* Problem requirements *
Only lines that contain the word "place" belong in the answer; copy them from the records below.

* Provided records *
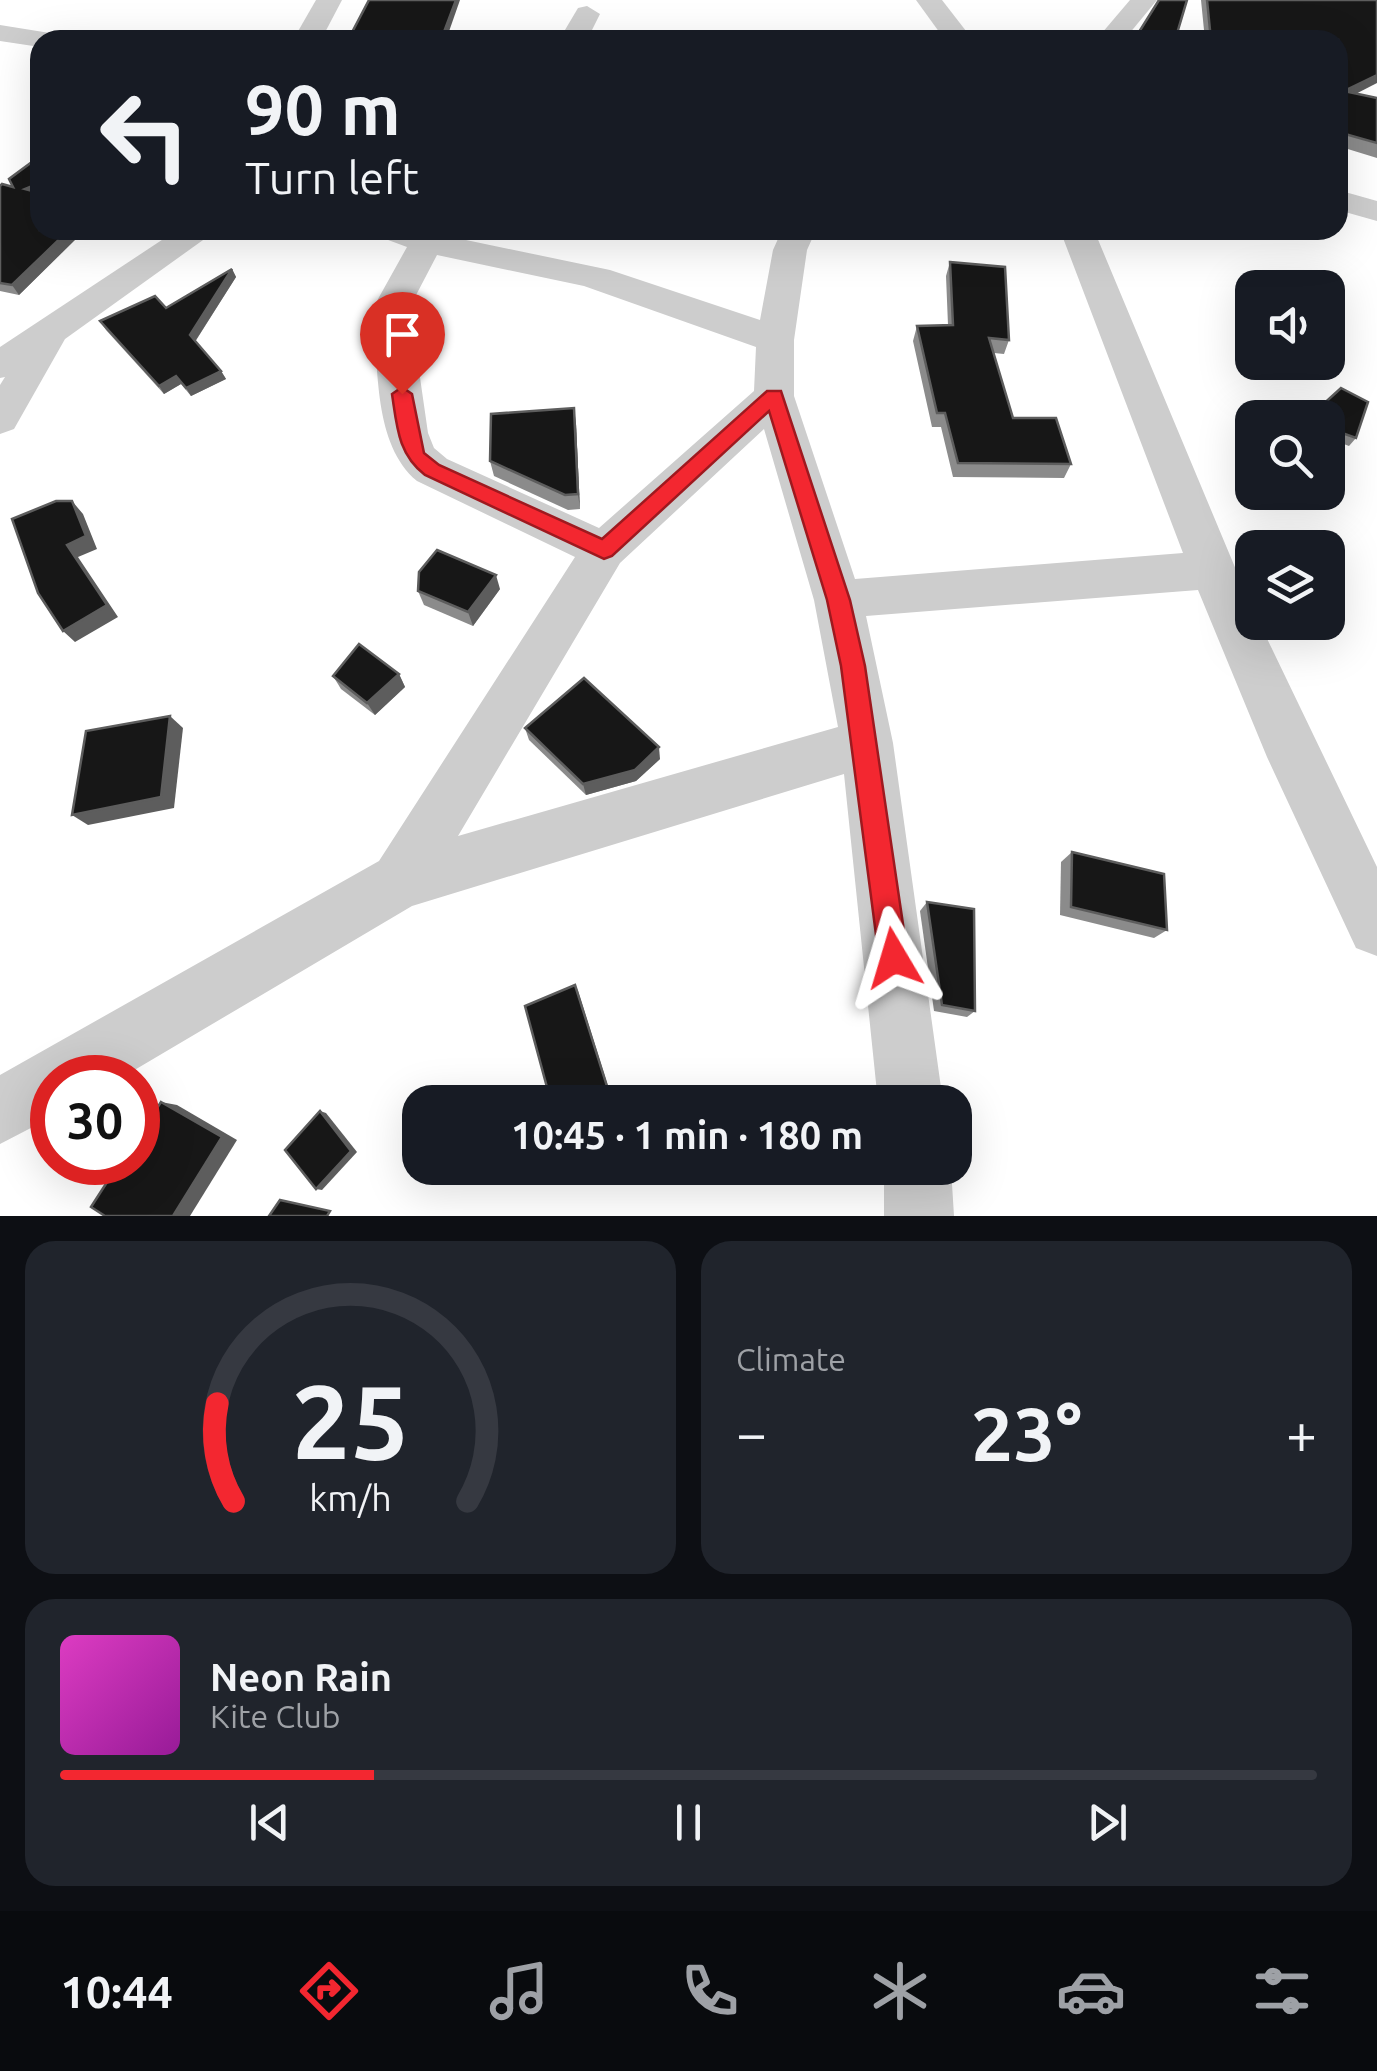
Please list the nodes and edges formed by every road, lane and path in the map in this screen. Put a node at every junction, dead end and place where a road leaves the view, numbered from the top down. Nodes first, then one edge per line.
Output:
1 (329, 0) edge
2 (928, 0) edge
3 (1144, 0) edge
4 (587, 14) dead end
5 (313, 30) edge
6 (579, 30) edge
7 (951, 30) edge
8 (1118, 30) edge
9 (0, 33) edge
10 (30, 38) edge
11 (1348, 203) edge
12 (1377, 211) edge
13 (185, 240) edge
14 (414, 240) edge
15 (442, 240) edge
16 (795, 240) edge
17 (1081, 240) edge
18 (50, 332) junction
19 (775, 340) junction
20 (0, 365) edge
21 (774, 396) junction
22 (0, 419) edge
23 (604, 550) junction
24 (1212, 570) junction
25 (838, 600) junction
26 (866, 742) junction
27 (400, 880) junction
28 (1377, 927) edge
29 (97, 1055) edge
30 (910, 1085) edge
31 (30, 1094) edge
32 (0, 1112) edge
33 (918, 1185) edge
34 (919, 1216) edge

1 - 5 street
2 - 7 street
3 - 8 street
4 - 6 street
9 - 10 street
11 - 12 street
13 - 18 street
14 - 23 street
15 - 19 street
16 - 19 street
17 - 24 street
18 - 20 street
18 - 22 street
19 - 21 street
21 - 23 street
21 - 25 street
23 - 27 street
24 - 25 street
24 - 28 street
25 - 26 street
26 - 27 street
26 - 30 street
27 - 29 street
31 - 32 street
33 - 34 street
==
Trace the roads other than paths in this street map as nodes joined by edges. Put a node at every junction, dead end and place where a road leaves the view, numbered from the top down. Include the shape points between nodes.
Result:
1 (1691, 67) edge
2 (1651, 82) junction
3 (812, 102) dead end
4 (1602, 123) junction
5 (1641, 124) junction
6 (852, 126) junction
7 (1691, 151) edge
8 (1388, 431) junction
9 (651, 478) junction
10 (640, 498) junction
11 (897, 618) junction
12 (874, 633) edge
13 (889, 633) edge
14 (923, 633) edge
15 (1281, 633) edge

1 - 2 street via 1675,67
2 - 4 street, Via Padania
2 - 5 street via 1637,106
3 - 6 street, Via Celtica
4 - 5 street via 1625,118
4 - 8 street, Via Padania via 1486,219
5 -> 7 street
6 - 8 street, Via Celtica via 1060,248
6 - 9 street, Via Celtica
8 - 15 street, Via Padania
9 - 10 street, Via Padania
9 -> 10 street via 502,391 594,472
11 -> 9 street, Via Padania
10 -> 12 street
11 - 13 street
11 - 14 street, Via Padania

* Exercise solution *
Please list the nodes and edges formed by every road, lane and path in the map in this screen. Put a node at every junction, dead end and place where a road leaves the view, numbered from the top down. Nodes first, then one edge per line.
Trace the roads other than paths in this street map as nodes joined by edges. Put a node at every junction, dead end and place where a road leaves the view, numbered from the top down. Include the shape points between nodes.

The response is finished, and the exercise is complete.